Пришлось раскошелиться еще на пару папирос. Билык дымил, как пароходная труба. Реакция на появление СМЕРШ и гибель Булавина была правильной – вряд ли этот человек носил камень за пазухой. Почти четыре месяца он работал проводником в группе Булавина. Не сказать что знал все катакомбы (таких людей в природе не существовало), но в основных направлениях разбирался и легко прокладывал маршруты. Он водил людей к Прохоровскому скверу, где фашисты держали подлежащих уничтожению евреев, водил на Молдаванку, на Дерибасовскую.
Отряд дислоцировался в Приморском районе, но однажды пришлось оттуда уйти – попытки карателей выкурить партизан из подземелья стали слишком настойчивы. Новую базу оборудовали в Бугаевке, под старой подстанцией, где имелись извилистые ходы и двухъярусные галереи. Несколько раз он помогал выносить на поверхность раненых – у них гноились раны, и оставлять их под землей было то же самое, что убить. Помогали сотрудники инфекционной больницы, близкие к подполью.
Булавин не любил Мещерского, это факт, и чувство было взаимным. Но контакты случались. Однажды совместно выступили против отряда полицаев, решившего создать в катакомбах нечто вроде плацдарма. Товарища Коробейника он прекрасно помнит, где-то в марте выводили из-под огня его людей, а потом Сидор Фомич лично благодарил Билыка, что спас от смерти его партизан. С Горобцом тоже приходилось иметь дело – в начале апреля получил задание встретить его людей у здания водолечебницы на Прибрежной и сопроводить в Ильичевский район. Операция по захвату высокопоставленного румынского офицера была спланирована Центральным штабом партизанского движения – одна из немногих операций подобного рода в Одессе, которую удалось довести до конца. «Высокую морду» похитили из ресторана, где он развлекался в компании падших женщин, и с потерями доволокли до входа в катакомбы. Их преследовали взбешенные солдаты, но быстро заблудились в перекрестье ходов…
– Тяжело было, но скучать не приходилось… Да, был один случай, – вспомнил Билык. – Но это что-то из разряда курьезов, так нам потом объяснили… Когда погибли бойцы товарища Бурова вместе с самим товарищем Буровым, у них проводником в отряде был некто Павлинский, зовут, если не ошибаюсь, Павел, – то ли обрусевший словак, то ли поляк.
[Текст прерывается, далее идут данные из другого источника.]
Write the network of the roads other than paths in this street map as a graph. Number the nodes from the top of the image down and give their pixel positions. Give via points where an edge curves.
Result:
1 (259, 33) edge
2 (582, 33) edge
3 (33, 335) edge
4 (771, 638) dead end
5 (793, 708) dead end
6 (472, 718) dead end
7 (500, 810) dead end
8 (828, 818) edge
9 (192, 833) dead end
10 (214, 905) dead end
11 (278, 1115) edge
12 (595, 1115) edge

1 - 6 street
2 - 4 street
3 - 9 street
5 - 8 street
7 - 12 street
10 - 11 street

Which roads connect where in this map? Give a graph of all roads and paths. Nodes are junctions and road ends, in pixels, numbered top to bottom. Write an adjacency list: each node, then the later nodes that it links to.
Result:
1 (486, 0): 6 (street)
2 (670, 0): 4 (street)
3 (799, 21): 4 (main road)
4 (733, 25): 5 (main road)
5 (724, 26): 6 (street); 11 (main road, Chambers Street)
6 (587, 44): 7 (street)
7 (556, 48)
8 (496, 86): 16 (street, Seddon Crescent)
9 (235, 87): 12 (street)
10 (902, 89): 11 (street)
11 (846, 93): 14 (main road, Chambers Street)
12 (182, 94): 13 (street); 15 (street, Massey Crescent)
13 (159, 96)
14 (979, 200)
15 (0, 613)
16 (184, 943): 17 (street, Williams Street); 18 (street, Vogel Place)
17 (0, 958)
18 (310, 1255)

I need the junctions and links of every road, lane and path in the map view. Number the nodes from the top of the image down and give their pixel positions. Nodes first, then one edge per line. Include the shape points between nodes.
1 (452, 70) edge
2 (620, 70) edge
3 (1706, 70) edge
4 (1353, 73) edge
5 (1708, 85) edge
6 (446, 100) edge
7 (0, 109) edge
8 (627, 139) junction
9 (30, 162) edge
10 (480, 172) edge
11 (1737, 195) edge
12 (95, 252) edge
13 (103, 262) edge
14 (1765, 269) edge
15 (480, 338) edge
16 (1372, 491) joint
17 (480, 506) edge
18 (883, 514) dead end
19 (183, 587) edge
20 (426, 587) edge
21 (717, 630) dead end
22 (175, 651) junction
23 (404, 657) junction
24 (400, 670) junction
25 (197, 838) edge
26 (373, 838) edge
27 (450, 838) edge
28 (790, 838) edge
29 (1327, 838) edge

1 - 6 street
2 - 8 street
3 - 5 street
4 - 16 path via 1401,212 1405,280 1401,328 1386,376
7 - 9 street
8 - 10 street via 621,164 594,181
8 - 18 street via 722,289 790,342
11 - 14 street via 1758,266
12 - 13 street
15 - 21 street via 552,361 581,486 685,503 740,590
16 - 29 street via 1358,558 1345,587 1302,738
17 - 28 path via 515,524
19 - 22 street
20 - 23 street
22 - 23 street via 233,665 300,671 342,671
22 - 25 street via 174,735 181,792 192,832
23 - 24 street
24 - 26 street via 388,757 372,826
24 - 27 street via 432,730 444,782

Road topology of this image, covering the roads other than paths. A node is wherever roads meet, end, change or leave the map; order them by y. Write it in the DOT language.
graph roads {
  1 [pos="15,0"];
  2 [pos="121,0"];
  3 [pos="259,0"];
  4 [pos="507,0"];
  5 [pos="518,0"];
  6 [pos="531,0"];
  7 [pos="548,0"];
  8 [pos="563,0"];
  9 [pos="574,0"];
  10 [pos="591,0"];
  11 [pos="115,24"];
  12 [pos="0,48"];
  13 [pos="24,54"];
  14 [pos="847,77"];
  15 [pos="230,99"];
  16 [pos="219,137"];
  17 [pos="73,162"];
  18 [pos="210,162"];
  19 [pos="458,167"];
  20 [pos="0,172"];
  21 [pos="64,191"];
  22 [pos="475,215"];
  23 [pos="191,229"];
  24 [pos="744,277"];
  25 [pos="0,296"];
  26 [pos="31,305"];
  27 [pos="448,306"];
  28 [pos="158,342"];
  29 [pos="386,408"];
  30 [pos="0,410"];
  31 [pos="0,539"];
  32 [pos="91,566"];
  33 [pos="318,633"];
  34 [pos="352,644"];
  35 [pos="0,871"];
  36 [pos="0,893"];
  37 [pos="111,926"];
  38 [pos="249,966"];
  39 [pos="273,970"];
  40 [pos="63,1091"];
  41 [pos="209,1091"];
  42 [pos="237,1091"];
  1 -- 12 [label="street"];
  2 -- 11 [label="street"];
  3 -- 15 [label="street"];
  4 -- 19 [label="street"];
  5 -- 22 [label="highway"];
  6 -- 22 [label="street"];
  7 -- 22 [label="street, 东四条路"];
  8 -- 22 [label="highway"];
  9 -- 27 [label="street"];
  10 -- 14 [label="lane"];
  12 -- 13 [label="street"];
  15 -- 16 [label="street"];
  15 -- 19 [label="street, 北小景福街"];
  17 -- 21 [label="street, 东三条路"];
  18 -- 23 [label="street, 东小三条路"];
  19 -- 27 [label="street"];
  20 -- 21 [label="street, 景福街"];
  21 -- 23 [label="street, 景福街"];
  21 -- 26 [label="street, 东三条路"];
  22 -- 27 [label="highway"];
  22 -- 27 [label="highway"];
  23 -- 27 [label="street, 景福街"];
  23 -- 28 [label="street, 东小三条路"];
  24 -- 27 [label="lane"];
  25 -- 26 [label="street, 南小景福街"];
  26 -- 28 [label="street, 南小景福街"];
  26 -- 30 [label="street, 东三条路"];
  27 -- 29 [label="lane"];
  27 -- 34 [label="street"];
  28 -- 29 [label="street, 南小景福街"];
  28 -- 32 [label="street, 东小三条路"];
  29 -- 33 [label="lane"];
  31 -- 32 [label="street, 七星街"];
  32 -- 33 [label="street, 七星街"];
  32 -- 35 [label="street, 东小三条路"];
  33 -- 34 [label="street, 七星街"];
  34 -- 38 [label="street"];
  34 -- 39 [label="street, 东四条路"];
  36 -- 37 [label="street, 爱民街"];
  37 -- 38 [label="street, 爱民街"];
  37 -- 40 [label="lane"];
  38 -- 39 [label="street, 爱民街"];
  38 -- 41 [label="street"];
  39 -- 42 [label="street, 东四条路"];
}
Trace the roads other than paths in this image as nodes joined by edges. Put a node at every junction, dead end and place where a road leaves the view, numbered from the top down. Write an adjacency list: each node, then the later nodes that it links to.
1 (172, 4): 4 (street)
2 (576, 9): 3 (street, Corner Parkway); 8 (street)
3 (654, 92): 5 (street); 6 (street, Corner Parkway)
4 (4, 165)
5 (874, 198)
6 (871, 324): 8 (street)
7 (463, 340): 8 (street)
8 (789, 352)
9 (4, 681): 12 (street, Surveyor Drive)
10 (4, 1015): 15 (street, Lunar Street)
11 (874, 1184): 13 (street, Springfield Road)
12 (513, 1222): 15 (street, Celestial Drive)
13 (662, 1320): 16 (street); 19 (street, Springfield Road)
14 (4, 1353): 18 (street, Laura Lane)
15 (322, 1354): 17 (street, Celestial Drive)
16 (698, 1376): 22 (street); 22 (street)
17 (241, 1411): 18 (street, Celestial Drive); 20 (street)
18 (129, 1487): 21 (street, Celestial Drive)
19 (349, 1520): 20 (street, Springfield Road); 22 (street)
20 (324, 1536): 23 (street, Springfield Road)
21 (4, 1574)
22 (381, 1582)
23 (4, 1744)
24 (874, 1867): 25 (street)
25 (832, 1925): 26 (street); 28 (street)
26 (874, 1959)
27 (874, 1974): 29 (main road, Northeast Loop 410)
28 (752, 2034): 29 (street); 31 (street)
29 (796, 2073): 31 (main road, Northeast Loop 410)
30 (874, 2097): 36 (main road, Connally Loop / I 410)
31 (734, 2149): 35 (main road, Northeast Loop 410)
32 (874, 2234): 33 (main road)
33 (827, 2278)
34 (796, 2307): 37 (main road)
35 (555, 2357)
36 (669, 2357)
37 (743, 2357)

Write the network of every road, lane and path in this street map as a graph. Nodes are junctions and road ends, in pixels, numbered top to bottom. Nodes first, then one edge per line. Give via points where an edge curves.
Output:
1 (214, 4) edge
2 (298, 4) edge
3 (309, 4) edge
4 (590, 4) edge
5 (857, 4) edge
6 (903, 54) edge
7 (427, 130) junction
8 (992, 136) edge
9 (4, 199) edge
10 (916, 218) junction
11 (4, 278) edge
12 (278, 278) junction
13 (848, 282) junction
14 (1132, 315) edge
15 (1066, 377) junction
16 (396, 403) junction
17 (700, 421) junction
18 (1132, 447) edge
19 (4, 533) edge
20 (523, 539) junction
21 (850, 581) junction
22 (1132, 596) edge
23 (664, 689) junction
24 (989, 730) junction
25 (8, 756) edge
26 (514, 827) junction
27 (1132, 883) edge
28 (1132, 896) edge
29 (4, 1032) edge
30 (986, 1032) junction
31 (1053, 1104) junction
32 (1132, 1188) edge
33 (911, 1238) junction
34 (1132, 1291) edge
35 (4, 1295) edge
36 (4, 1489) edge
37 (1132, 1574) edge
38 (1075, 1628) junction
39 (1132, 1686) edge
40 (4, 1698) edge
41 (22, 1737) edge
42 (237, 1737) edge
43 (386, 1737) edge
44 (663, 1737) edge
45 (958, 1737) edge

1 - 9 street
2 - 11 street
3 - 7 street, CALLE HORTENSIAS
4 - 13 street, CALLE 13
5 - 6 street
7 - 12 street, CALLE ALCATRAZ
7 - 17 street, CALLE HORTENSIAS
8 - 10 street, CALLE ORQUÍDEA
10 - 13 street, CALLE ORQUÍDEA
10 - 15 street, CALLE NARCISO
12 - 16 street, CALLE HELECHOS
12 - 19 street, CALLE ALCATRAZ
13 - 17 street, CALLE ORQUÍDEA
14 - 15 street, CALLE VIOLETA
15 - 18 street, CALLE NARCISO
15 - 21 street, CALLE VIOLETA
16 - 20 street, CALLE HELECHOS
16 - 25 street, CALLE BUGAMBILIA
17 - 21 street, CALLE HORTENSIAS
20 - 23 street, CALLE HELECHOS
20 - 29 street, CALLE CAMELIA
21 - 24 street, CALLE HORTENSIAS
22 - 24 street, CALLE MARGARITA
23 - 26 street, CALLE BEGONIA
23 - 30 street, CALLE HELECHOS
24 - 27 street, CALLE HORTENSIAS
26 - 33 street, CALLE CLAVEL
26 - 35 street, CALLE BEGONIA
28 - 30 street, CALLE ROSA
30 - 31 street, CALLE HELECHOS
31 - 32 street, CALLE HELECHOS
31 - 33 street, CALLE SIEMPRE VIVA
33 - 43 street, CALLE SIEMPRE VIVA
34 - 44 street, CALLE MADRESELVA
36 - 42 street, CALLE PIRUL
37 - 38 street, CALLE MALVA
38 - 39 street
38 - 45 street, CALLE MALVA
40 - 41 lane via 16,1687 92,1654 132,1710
После разгрома выжили двое или трое, в том числе сам Павлинский. Я видел его – лицо обожженное, растерян, что-то мямлил: дескать, понятия не имел, что в переходе будет засада. Может, и так, проводник за действия противника не отвечает. Но привести в засаду может, если он сам враг. Чем кончилось разбирательство, не знаю. У нас была своя работа, и с какого-то момента старались не взаимодействовать с другими товарищами. Народ шептался насчет предательства. Потом передали через сарафанное радио: Павлинского вроде видели выходящим из здания сигуранцы. Он якобы изменил внешность, но его узнали. Наверное, разобрались, прошел очередной слушок, что это был не Павлинский, а кому-то очень хотелось перевести на него стрелки. Павлинского взяли в оборот и выяснили, что не был он в сигуранце. Предателя нашли, им оказался некто Мовшан, он вроде погиб, когда пытался сбежать к своим хозяевам. Но история темная, сами знаете, как расходятся слухи и сплетни, обрастая всякими небылицами и ложью. Павлинский продолжал участвовать в партизанских походах, его видели в отряде товарища Волгина…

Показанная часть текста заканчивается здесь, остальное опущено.